# TASK TO COMPLETE
Once you find a line containing the word "from" in the entries below, copy it.

(INPUT begins)

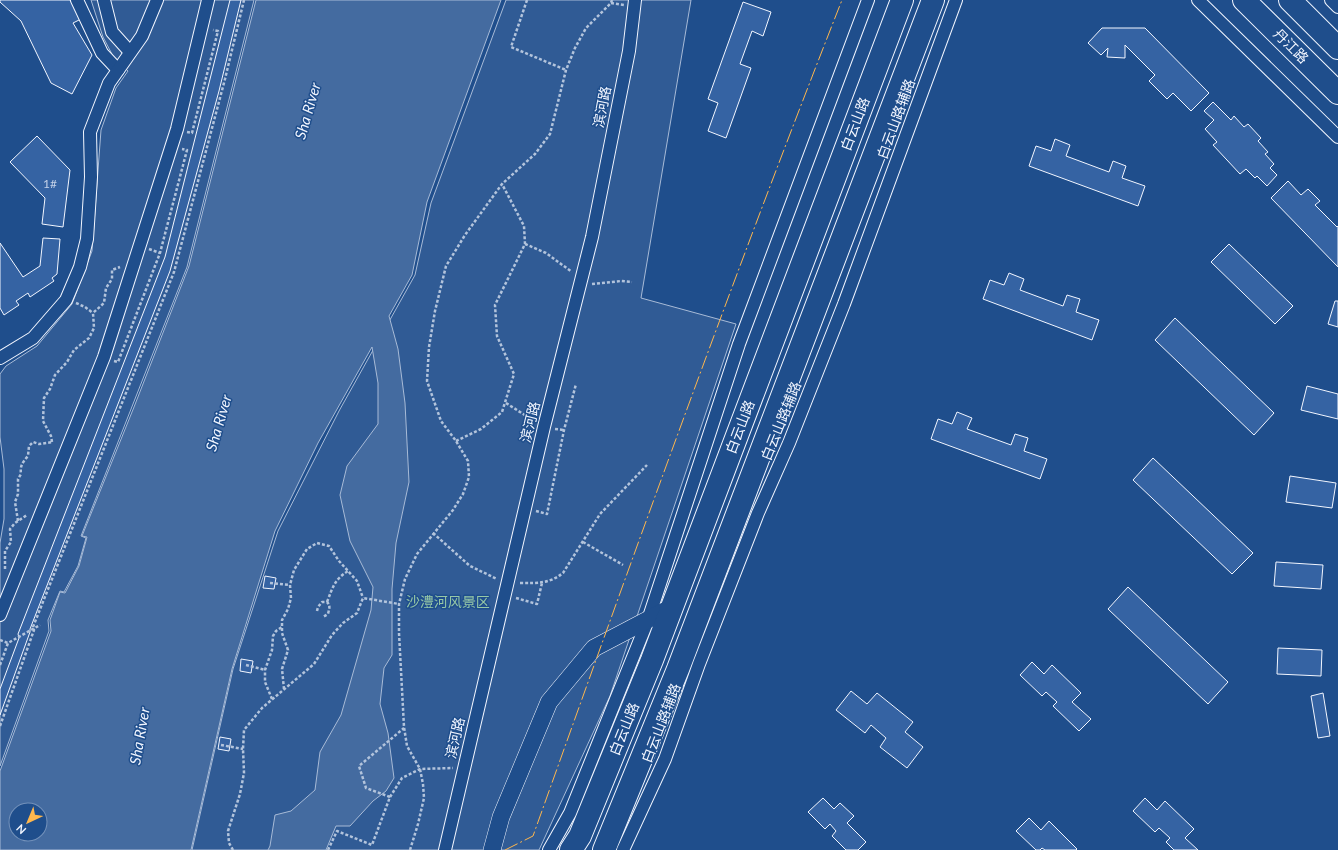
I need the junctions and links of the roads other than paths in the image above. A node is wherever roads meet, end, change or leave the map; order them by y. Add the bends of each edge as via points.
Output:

(INPUT ends)
(INPUT begins)

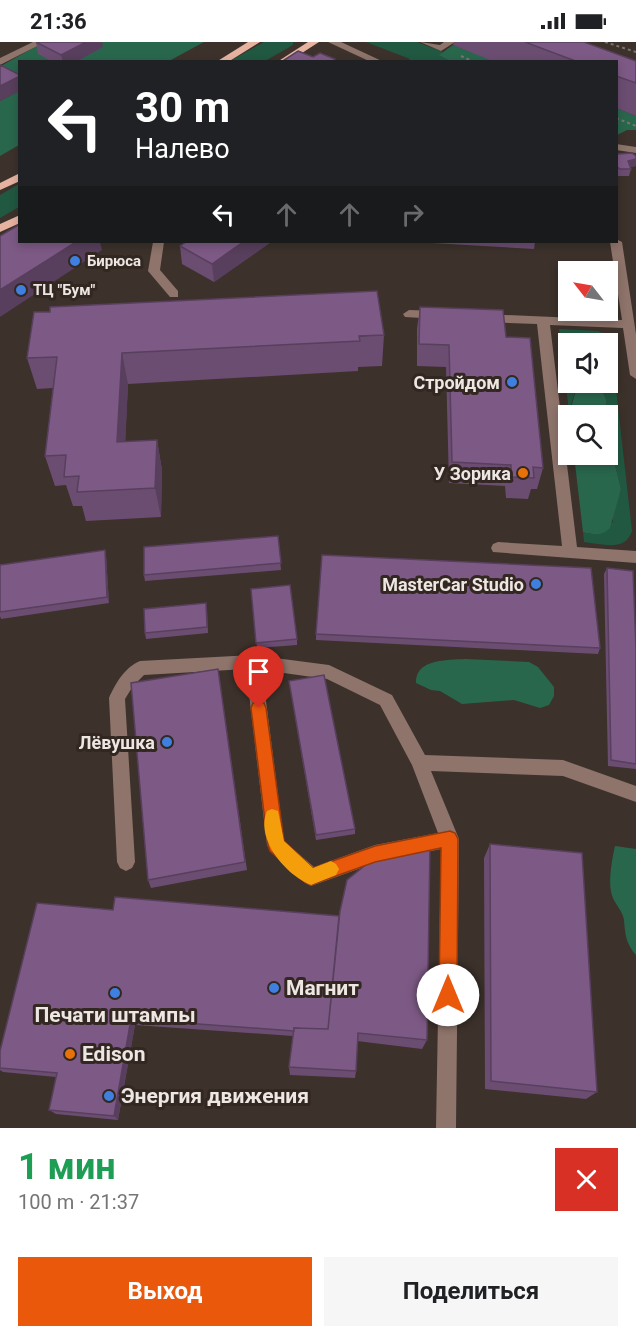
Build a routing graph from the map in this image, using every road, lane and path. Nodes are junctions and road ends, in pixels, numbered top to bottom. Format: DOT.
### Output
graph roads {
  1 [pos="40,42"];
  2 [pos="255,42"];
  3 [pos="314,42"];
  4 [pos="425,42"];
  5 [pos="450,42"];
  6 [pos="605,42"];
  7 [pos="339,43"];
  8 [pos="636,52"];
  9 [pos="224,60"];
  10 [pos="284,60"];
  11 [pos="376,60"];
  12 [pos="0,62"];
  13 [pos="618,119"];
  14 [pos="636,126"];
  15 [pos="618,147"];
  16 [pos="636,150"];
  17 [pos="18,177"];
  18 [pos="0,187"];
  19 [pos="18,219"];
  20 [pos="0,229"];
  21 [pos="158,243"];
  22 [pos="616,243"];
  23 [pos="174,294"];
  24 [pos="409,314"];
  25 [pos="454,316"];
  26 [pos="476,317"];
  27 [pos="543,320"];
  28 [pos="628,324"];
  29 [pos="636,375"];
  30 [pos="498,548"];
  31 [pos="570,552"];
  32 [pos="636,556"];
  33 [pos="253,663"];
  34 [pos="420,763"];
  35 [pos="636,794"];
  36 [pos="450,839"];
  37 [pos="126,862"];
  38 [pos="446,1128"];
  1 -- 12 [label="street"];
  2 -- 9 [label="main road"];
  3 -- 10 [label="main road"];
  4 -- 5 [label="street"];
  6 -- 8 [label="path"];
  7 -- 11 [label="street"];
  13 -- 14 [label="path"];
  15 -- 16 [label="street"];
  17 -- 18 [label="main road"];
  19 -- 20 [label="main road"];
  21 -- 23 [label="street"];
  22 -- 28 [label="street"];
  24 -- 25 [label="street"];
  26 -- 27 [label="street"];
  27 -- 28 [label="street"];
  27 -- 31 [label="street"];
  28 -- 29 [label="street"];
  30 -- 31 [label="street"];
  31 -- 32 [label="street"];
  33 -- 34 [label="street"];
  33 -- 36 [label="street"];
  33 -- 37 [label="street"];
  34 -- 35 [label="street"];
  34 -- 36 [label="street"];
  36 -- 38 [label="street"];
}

(INPUT ends)
(INPUT begins)

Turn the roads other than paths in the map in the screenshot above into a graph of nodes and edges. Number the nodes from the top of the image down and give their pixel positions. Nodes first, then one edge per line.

(INPUT ends)

# OUTPUT
Build a routing graph from the map in this image, using every road, lane and path. Nodes are junctions and road ends, in pixels, numbered top to bottom. Format: DOT.
Turn the roads other than paths in the map in the screenshot above into a graph of nodes and edges. Number the nodes from the top of the image down and give their pixel positions. Nodes first, then one edge per line.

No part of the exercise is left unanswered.